UPDATED April 26, 3:15 p.m.: As big data and artificial intelligence keep pushing into the real estate sector, Miami developers say they are beginning to embrace the technology for analyzing acquisition opportunities and potential development deals, as well as uncovering regulatory hurdles and market conditions that could hurt their plans.
Vagabond Group founder Avra Jain recently started using applications developed by Miami-based big data firms Gridics and Deep Blocks for redevelopment projects she is involved in, saying they are bringing efficiency through big data and artificial intelligence. “It is just starting,” Jain said. “I think there is a lot more room for more of it.”
Jain joined Miami Worldcenter Associates principal Nitin Mitwani on Monday for a panel discussion about big data and artificial intelligence, as well as other nascent technologies being used in real estate. The panel was part of the first day’s agenda of the eMerge Americas conference at the Miami Beach Convention Center. The real estate panel event was led by Irving Padron, license partner and president of Engel & Völkers Miami.

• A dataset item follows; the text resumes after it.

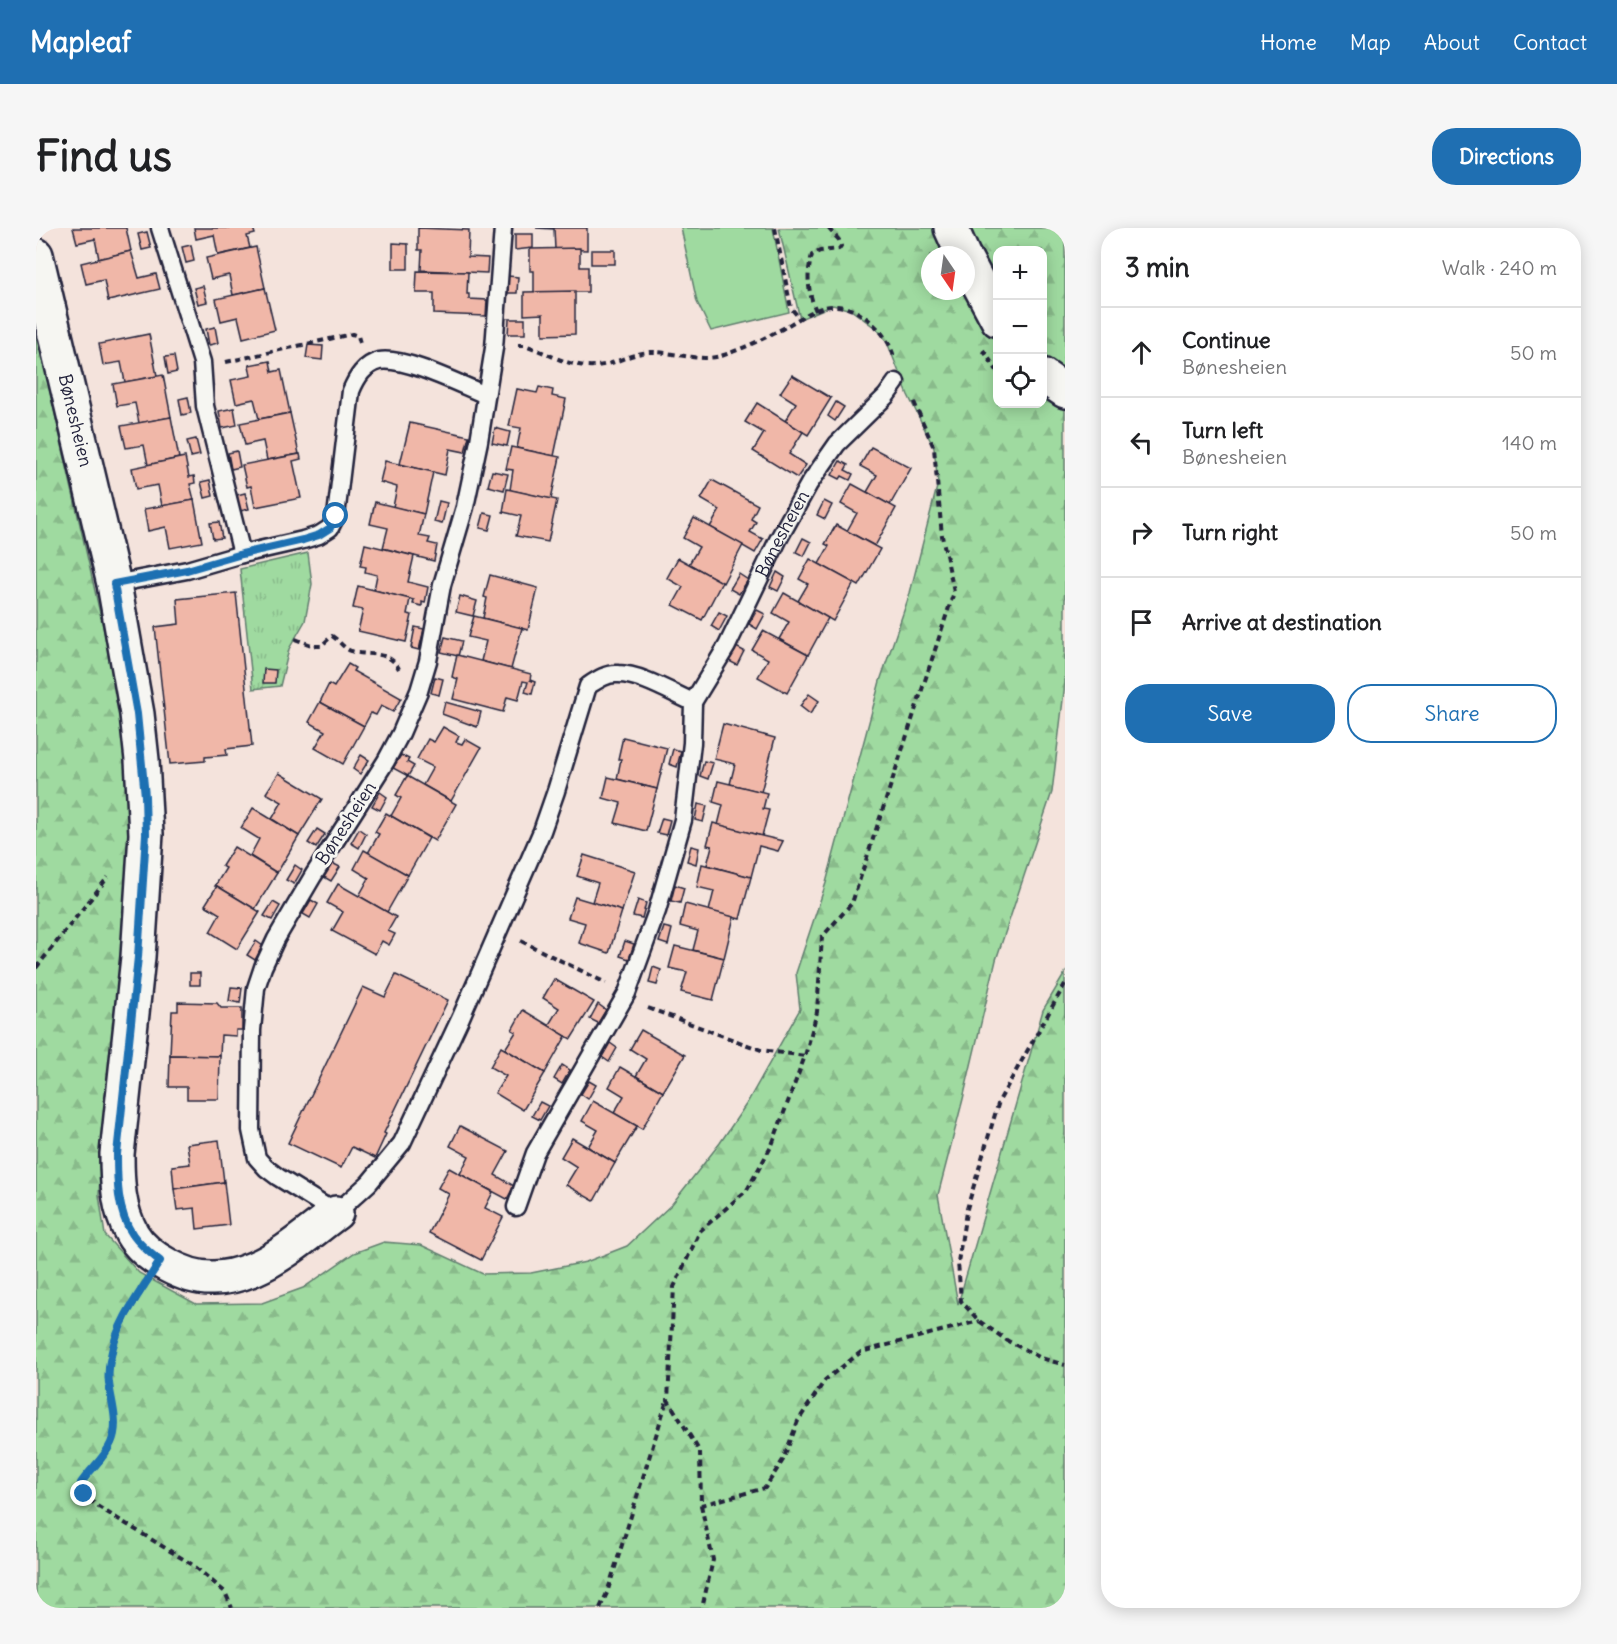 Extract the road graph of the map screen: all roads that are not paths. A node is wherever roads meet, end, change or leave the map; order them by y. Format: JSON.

One function that big data firms can streamline for the real estate industry involves the collection of zoning regulations, allowed uses, and infrastructure projects in particular neighborhoods, Jain said.

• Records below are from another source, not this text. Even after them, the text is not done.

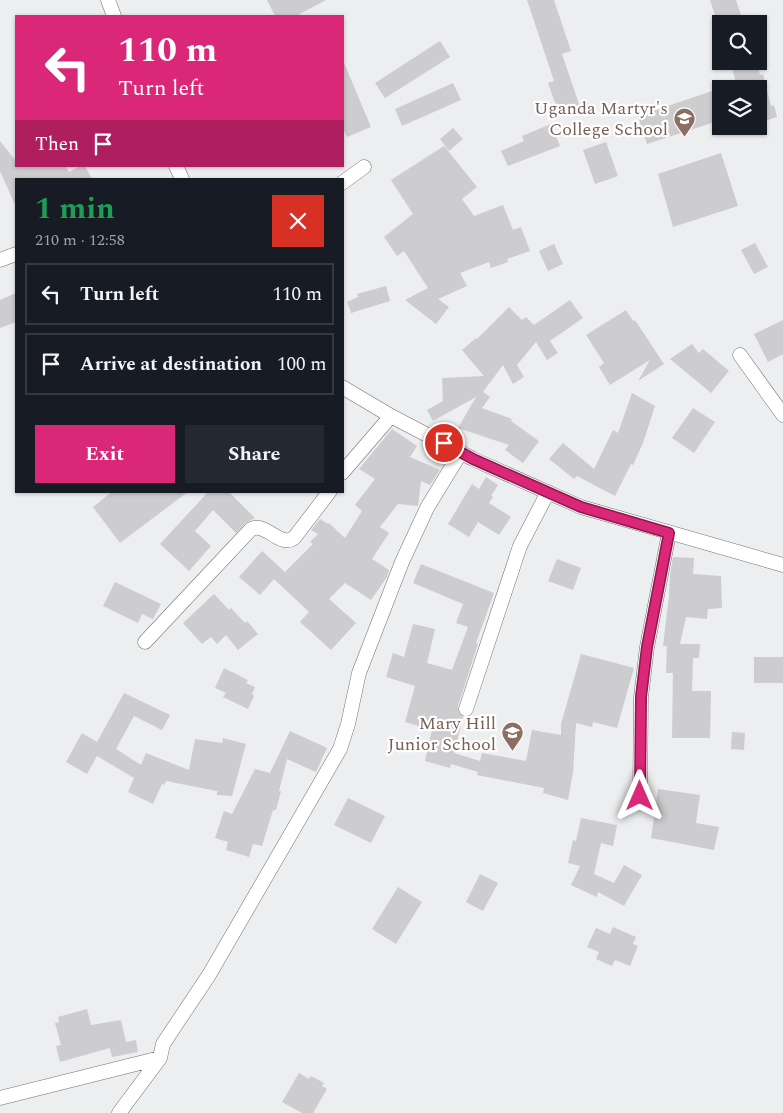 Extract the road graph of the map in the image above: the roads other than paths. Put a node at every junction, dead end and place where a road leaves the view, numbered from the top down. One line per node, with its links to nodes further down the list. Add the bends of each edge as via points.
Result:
1 (108, 0): 2 (street)
2 (114, 15)
3 (364, 167): 4 (street)
4 (344, 182)
5 (15, 254): 6 (street)
6 (0, 260)
7 (740, 356): 10 (street)
8 (344, 388): 9 (street)
9 (391, 416): 11 (street); 12 (street)
10 (783, 416)
11 (460, 452): 13 (street); 20 (street, via 427,508 402,562 359,673 340,749 209,975 163,1044)
12 (344, 471)
13 (548, 492): 15 (street, via 581,507); 18 (street, via 520,546)
14 (328, 493): 17 (street, via 291,540 286,541 260,527 251,529)
15 (669, 533): 16 (street); 19 (street, via 647,647 641,697)
16 (783, 565)
17 (145, 642)
18 (466, 709)
19 (640, 796)
20 (160, 1058): 21 (street); 22 (street)
21 (0, 1098)
22 (119, 1113) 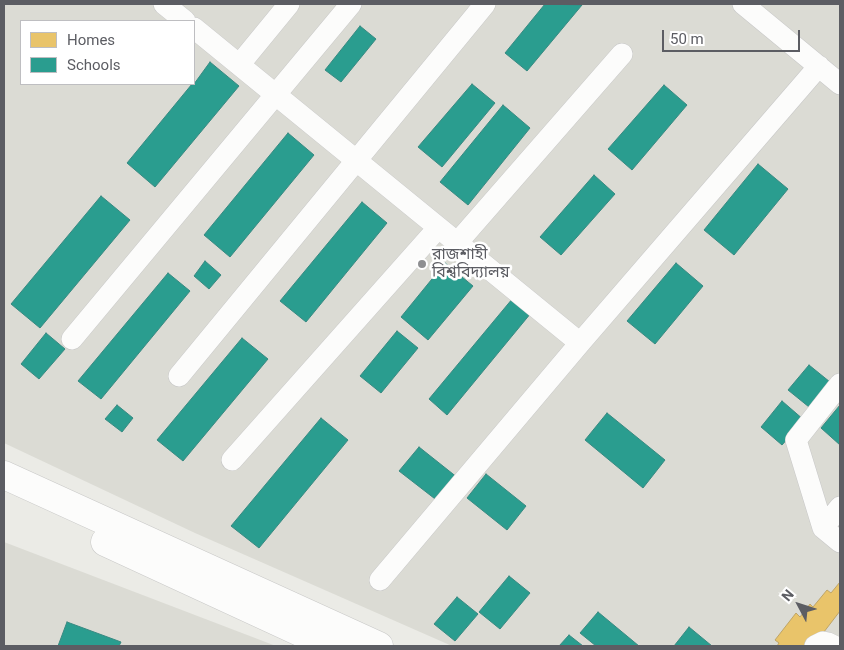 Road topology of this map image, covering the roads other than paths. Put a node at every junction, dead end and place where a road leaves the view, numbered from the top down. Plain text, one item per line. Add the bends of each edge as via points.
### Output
1 (164, 4) edge
2 (290, 4) edge
3 (351, 4) edge
4 (485, 4) edge
5 (743, 4) edge
6 (184, 20) edge
7 (195, 29) edge
8 (622, 54) dead end
9 (239, 65) junction
10 (819, 66) junction
11 (840, 84) edge
12 (275, 95) junction
13 (356, 161) junction
14 (438, 228) junction
15 (457, 243) junction
16 (72, 339) dead end
17 (580, 343) junction
18 (179, 376) dead end
19 (840, 384) edge
20 (232, 460) dead end
21 (4, 475) edge
22 (4, 496) edge
23 (840, 507) edge
24 (823, 528) junction
25 (840, 542) edge
26 (380, 580) dead end
27 (330, 646) edge
28 (379, 646) edge
29 (815, 646) edge
30 (834, 646) edge

1 - 6 street
2 - 9 street
3 - 12 street
4 - 13 street
5 - 10 street
7 - 9 street
8 - 15 street
9 - 12 street
10 - 11 street
10 - 17 street
12 - 13 street
12 - 16 street
13 - 14 street
13 - 18 street
14 - 15 street
14 - 20 street
15 - 17 street
17 - 26 street
19 - 24 street via 796,440
21 - 28 main road
22 - 27 main road
23 - 24 street
24 - 25 street
29 - 30 street via 823,642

“Instead of having to dig it up all yourself, now people are starting to pull that stuff together [through big data],” Jain said. “A lot of municipalities need help in terms of urban planning and making themselves available to answer questions for developers and homebuyers. They don’t have the information technology or the funding to do these things. There is opportunity where firms like Gridics are basically becoming the IT departments.”
According to its website, Gridics is a real estate data, analytics and application development company. It develops software that combines real estate and geographic information system data with proprietary modeling, aimed to simplify real estate development and acquisition decisions.
Deep Blocks, which recently relocated from Silicon Valley to Miami, says it is using artificial intelligence to create development analyses within five minutes, as opposed to a drawn-out process that can typically take between three to six weeks and require a handful of market experts to complete.
Mitwani said big data and artificial intelligence can also be used to augment amenities at luxury condo projects like Paramount Miami Worldcenter. For instance, using the technology to anticipate traffic patterns and congestion in downtown Miami would allow condo dwellers to adjust their schedules to make sure they can arrive at a particular destination on time.
“The problem is when you are on your way to a meeting and you are late because there is traffic,” Mitwani said. “Those types of inconveniences can be solved through big data. For example, if my calendar tells me I need to be at eMerge at 9 a.m., it can tell me I need to leave and press the elevator button at 8:17. It orders my coffee and notifies the valet I am in the elevator. By the time I get down,I get my coffee, the valet has my car and I am on my way.”
Over the past year, there has been an emergence of big data and artificial intelligence firms specializing in real estate applications. Ten-X, a firm that has raised $141.8 million and is owned by private equity firm Thomas H. Lee Partners, created an algorithm that lines ups investors with properties by analyzing investment sales data and picking buildings that matches with their criteria.
Opendoor, a California firm founded in 2014 that has raised $320 million, makes single-family home purchases with the help of machine-learning algorithms that identify investment opportunities and determine the price. OpenDoor then lists those properties for sale online.
And last March online asset manager AlphaFlow developed an automated investment fund for real estate loans that sifts through listing services to find mortgages that can be purchased.